Sterling fell more than 1 percent to $1.3715, its weakest level since mid-2001. The pair has fallen more than 7 percent so far this week, its biggest weekly slide since late October.
The UK currency has been pummelled this week, after the Royal Bank of Scotland announced massive losses on Monday. This has reinforced investor worries about the UK's hobbling financial sector even after a second government bank rescue plan launched earlier in the week.
Sterling dropped across the board, hitting a record low of 123.20 yen against the low-yielding Japanese yen, which tends to rally during periods of risk aversion.
"Concerns over the budget outlook as the UK and other governments attempt to spend their way out of recession will keep the pressure on gilts and keep sterling firmly on the back foot," analysts at Calyon wrote in a research note.
The euro rose 1.3 percent to 93.97 pence, its strongest since the start of the month though off a record high around 98 pence hit last month.
Despite the euro's gains against sterling, the common currency fell to $1.2845 on electronic trading platform EBS, its lowest level since Dec. 9.
This boosted the dollar across the board, pushing the U.S. currency as high as 86.504 against a basket of currencies, its highest level since early December.
Against the yen, the dollar was little changed at 89.67 yen.
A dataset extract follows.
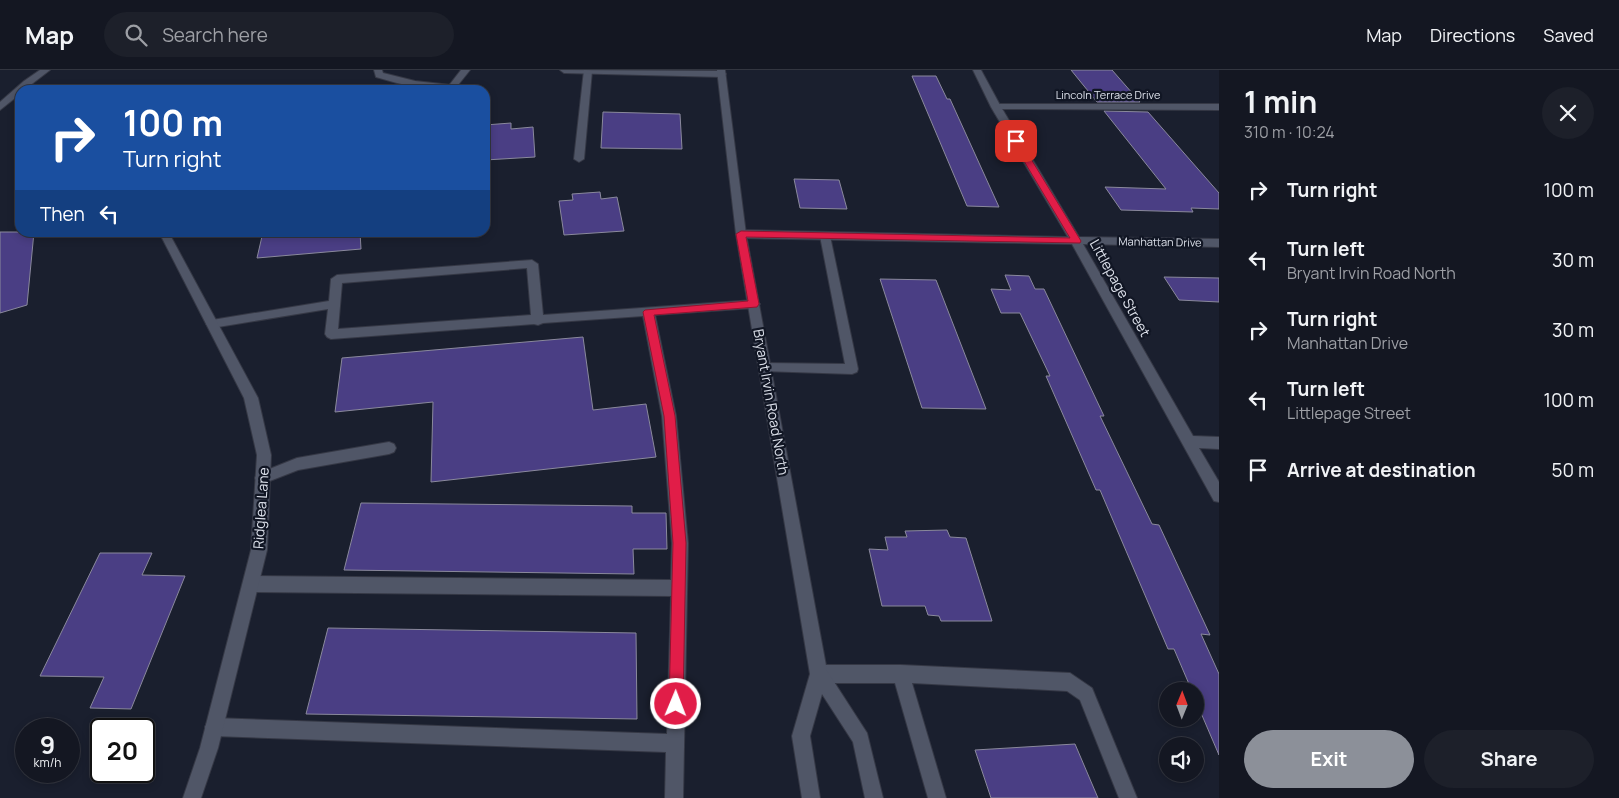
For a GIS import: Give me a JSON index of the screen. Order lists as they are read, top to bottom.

The euro has been hurt lately by sovereign debt rating downgrades to euro zone member nations including Spain, and deteriorating economic prospects, which analysts say could hasten monetary easing by the European Central Bank.
A European Commission report on Monday forecast the euro zone economy would shrink 1.9 percent in 2009.
Market players awaited remarks by European Central Bank President Jean-Claude Trichet later on Wednesday for hints about monetary policy steps at the ECB's next meeting in February.
Traders said other factors that could have an impact on currencies include U.K. labour market data and the Bank of England's minutes of its January 7-9 monetary policy committee meeting. Both are due later on Wednesday.